Work order: Given the listing below, reproduce all of it exactly.

Available data: Begin

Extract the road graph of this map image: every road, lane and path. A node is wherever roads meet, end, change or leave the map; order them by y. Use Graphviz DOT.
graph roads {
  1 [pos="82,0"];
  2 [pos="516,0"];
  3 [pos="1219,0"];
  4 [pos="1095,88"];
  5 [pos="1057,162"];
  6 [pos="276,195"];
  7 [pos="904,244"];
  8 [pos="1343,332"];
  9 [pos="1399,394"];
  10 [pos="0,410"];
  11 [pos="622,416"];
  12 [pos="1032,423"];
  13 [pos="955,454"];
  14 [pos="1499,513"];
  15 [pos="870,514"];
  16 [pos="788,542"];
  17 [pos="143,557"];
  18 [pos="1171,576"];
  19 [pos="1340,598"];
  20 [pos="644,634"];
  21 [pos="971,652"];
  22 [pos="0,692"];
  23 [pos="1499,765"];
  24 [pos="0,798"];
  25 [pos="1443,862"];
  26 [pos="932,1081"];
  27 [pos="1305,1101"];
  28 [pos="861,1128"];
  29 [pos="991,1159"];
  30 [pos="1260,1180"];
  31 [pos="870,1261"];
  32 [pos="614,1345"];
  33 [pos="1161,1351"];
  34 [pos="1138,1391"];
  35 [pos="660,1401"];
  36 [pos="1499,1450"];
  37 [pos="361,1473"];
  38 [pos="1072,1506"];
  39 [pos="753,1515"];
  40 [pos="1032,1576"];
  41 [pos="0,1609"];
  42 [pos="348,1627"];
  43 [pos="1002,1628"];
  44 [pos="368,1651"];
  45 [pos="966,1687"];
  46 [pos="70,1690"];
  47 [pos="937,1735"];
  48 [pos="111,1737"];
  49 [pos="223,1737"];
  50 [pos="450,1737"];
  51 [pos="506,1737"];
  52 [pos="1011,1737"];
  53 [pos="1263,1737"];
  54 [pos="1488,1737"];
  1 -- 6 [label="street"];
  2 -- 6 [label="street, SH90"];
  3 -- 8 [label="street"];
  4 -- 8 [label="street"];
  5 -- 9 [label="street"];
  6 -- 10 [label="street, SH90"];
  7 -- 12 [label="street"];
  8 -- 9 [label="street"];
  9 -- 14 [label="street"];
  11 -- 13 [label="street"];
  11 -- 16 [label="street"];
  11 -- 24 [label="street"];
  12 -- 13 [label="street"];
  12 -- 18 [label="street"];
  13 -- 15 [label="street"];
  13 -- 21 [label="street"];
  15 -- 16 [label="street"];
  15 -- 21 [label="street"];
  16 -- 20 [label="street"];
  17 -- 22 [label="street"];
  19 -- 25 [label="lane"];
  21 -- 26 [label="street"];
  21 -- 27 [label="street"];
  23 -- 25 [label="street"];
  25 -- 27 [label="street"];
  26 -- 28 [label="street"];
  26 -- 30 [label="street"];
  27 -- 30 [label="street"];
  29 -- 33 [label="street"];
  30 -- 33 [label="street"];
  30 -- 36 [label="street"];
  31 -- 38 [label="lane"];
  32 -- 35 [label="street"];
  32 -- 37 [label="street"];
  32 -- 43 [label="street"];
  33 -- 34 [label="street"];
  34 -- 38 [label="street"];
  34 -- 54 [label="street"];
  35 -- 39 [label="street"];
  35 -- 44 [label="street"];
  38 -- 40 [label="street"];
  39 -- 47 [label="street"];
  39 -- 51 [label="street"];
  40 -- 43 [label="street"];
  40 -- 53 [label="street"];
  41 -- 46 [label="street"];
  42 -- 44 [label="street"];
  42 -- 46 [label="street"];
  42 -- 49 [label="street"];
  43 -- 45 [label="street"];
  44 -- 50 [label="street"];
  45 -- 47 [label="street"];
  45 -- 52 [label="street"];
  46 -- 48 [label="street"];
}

Available data: End

Reply:
Extract the road graph of this map image: every road, lane and path. A node is wherever roads meet, end, change or leave the map; order them by y. Use Graphviz DOT.
graph roads {
  1 [pos="82,0"];
  2 [pos="516,0"];
  3 [pos="1219,0"];
  4 [pos="1095,88"];
  5 [pos="1057,162"];
  6 [pos="276,195"];
  7 [pos="904,244"];
  8 [pos="1343,332"];
  9 [pos="1399,394"];
  10 [pos="0,410"];
  11 [pos="622,416"];
  12 [pos="1032,423"];
  13 [pos="955,454"];
  14 [pos="1499,513"];
  15 [pos="870,514"];
  16 [pos="788,542"];
  17 [pos="143,557"];
  18 [pos="1171,576"];
  19 [pos="1340,598"];
  20 [pos="644,634"];
  21 [pos="971,652"];
  22 [pos="0,692"];
  23 [pos="1499,765"];
  24 [pos="0,798"];
  25 [pos="1443,862"];
  26 [pos="932,1081"];
  27 [pos="1305,1101"];
  28 [pos="861,1128"];
  29 [pos="991,1159"];
  30 [pos="1260,1180"];
  31 [pos="870,1261"];
  32 [pos="614,1345"];
  33 [pos="1161,1351"];
  34 [pos="1138,1391"];
  35 [pos="660,1401"];
  36 [pos="1499,1450"];
  37 [pos="361,1473"];
  38 [pos="1072,1506"];
  39 [pos="753,1515"];
  40 [pos="1032,1576"];
  41 [pos="0,1609"];
  42 [pos="348,1627"];
  43 [pos="1002,1628"];
  44 [pos="368,1651"];
  45 [pos="966,1687"];
  46 [pos="70,1690"];
  47 [pos="937,1735"];
  48 [pos="111,1737"];
  49 [pos="223,1737"];
  50 [pos="450,1737"];
  51 [pos="506,1737"];
  52 [pos="1011,1737"];
  53 [pos="1263,1737"];
  54 [pos="1488,1737"];
  1 -- 6 [label="street"];
  2 -- 6 [label="street, SH90"];
  3 -- 8 [label="street"];
  4 -- 8 [label="street"];
  5 -- 9 [label="street"];
  6 -- 10 [label="street, SH90"];
  7 -- 12 [label="street"];
  8 -- 9 [label="street"];
  9 -- 14 [label="street"];
  11 -- 13 [label="street"];
  11 -- 16 [label="street"];
  11 -- 24 [label="street"];
  12 -- 13 [label="street"];
  12 -- 18 [label="street"];
  13 -- 15 [label="street"];
  13 -- 21 [label="street"];
  15 -- 16 [label="street"];
  15 -- 21 [label="street"];
  16 -- 20 [label="street"];
  17 -- 22 [label="street"];
  19 -- 25 [label="lane"];
  21 -- 26 [label="street"];
  21 -- 27 [label="street"];
  23 -- 25 [label="street"];
  25 -- 27 [label="street"];
  26 -- 28 [label="street"];
  26 -- 30 [label="street"];
  27 -- 30 [label="street"];
  29 -- 33 [label="street"];
  30 -- 33 [label="street"];
  30 -- 36 [label="street"];
  31 -- 38 [label="lane"];
  32 -- 35 [label="street"];
  32 -- 37 [label="street"];
  32 -- 43 [label="street"];
  33 -- 34 [label="street"];
  34 -- 38 [label="street"];
  34 -- 54 [label="street"];
  35 -- 39 [label="street"];
  35 -- 44 [label="street"];
  38 -- 40 [label="street"];
  39 -- 47 [label="street"];
  39 -- 51 [label="street"];
  40 -- 43 [label="street"];
  40 -- 53 [label="street"];
  41 -- 46 [label="street"];
  42 -- 44 [label="street"];
  42 -- 46 [label="street"];
  42 -- 49 [label="street"];
  43 -- 45 [label="street"];
  44 -- 50 [label="street"];
  45 -- 47 [label="street"];
  45 -- 52 [label="street"];
  46 -- 48 [label="street"];
}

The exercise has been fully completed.